• **PROBLEM TO SOLVE**
Scan the entries below for the word "edges", then copy each line that holds it.

-- PROVIDED DATA follows --

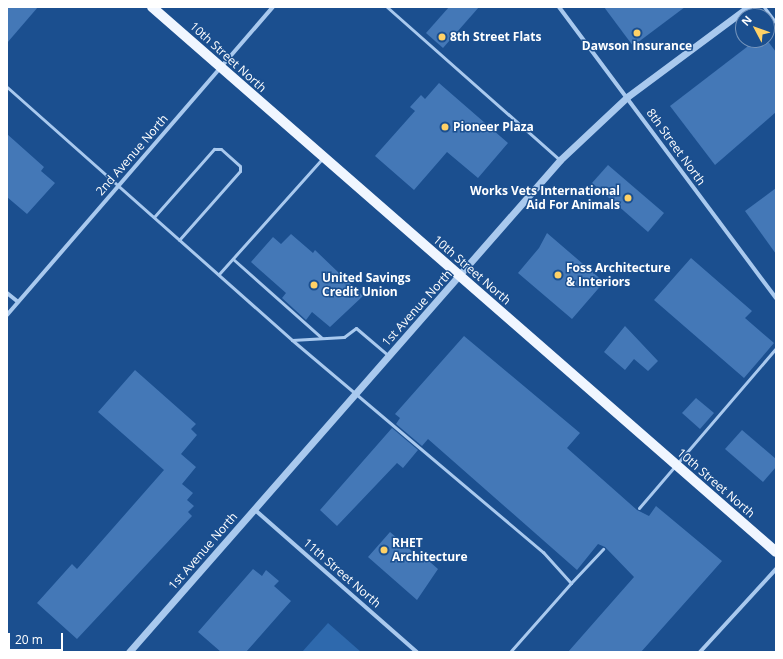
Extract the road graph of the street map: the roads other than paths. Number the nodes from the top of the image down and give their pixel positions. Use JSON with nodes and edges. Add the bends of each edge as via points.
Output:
{"nodes":[{"id":1,"x":152,"y":7,"type":"edge"},
{"id":2,"x":273,"y":7,"type":"edge"},
{"id":3,"x":387,"y":7,"type":"edge"},
{"id":4,"x":560,"y":7,"type":"edge"},
{"id":5,"x":748,"y":7,"type":"edge"},
{"id":6,"x":764,"y":7,"type":"edge"},
{"id":7,"x":776,"y":23,"type":"edge"},
{"id":8,"x":220,"y":68,"type":"junction"},
{"id":9,"x":7,"y":87,"type":"edge"},
{"id":10,"x":627,"y":97,"type":"junction"},
{"id":11,"x":323,"y":158,"type":"junction"},
{"id":12,"x":560,"y":160,"type":"junction"},
{"id":13,"x":118,"y":187,"type":"junction"},
{"id":14,"x":154,"y":217,"type":"junction"},
{"id":15,"x":179,"y":240,"type":"junction"},
{"id":16,"x":232,"y":259,"type":"junction"},
{"id":17,"x":219,"y":274,"type":"junction"},
{"id":18,"x":460,"y":277,"type":"junction"},
{"id":19,"x":7,"y":293,"type":"edge"},
{"id":20,"x":776,"y":298,"type":"edge"},
{"id":21,"x":18,"y":302,"type":"junction"},
{"id":22,"x":7,"y":316,"type":"edge"},
{"id":23,"x":322,"y":338,"type":"junction"},
{"id":24,"x":292,"y":340,"type":"junction"},
{"id":25,"x":776,"y":348,"type":"edge"},
{"id":26,"x":389,"y":356,"type":"junction"},
{"id":27,"x":358,"y":392,"type":"junction"},
{"id":28,"x":676,"y":465,"type":"junction"},
{"id":29,"x":638,"y":508,"type":"dead end"},
{"id":30,"x":254,"y":509,"type":"junction"},
{"id":31,"x":602,"y":549,"type":"dead end"},
{"id":32,"x":776,"y":552,"type":"edge"},
{"id":33,"x":776,"y":569,"type":"edge"},
{"id":34,"x":571,"y":583,"type":"junction"},
{"id":35,"x":129,"y":652,"type":"edge"},
{"id":36,"x":418,"y":652,"type":"edge"},
{"id":37,"x":510,"y":652,"type":"edge"},
{"id":38,"x":700,"y":652,"type":"edge"}],
"edges":[{"from":1,"to":8,"type":"main road","name":"10th Street North"},
{"from":2,"to":8,"type":"street","name":"2nd Avenue North"},
{"from":3,"to":12,"type":"lane"},
{"from":4,"to":10,"type":"street","name":"8th Street North"},
{"from":5,"to":10,"type":"street","name":"1st Avenue North"},
{"from":6,"to":7,"type":"lane"},
{"from":8,"to":11,"type":"main road","name":"10th Street North"},
{"from":8,"to":13,"type":"street","name":"2nd Avenue North"},
{"from":9,"to":13,"type":"lane"},
{"from":10,"to":12,"type":"street","name":"1st Avenue North"},
{"from":10,"to":20,"type":"street","name":"8th Street North"},
{"from":11,"to":16,"type":"lane"},
{"from":11,"to":18,"type":"main road","name":"10th Street North"},
{"from":12,"to":18,"type":"street","name":"1st Avenue North"},
{"from":13,"to":14,"type":"lane"},
{"from":13,"to":21,"type":"street","name":"2nd Avenue North"},
{"from":14,"to":15,"type":"lane"},
{"from":14,"to":15,"type":"lane","via":[[214,149],[221,149],[240,166],[240,171]]},
{"from":15,"to":17,"type":"lane"},
{"from":16,"to":17,"type":"lane"},
{"from":16,"to":23,"type":"lane"},
{"from":17,"to":24,"type":"lane"},
{"from":18,"to":26,"type":"street","name":"1st Avenue North"},
{"from":18,"to":28,"type":"main road","name":"10th Street North"},
{"from":19,"to":21,"type":"street"},
{"from":21,"to":22,"type":"street","name":"2nd Avenue North"},
{"from":23,"to":24,"type":"lane"},
{"from":23,"to":26,"type":"lane","via":[[344,337],[356,328]]},
{"from":24,"to":27,"type":"lane"},
{"from":25,"to":28,"type":"lane"},
{"from":26,"to":27,"type":"street","name":"1st Avenue North"},
{"from":27,"to":30,"type":"street","name":"1st Avenue North"},
{"from":27,"to":34,"type":"lane","via":[[543,552]]},
{"from":28,"to":29,"type":"lane"},
{"from":28,"to":32,"type":"main road","name":"10th Street North"},
{"from":30,"to":35,"type":"street","name":"1st Avenue North"},
{"from":30,"to":36,"type":"street","name":"11th Street North"},
{"from":31,"to":34,"type":"lane"},
{"from":33,"to":38,"type":"street"},
{"from":34,"to":37,"type":"lane"}]}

-- PROVIDED DATA concluded --

• **ANSWER TO THIS EXERCISE**
Extract the road graph of the street map: the roads other than paths. Number the nodes from the top of the image down and give their pixel positions. Use JSON with nodes and edges. Add the bends of each edge as via points.
"edges":[{"from":1,"to":8,"type":"main road","name":"10th Street North"},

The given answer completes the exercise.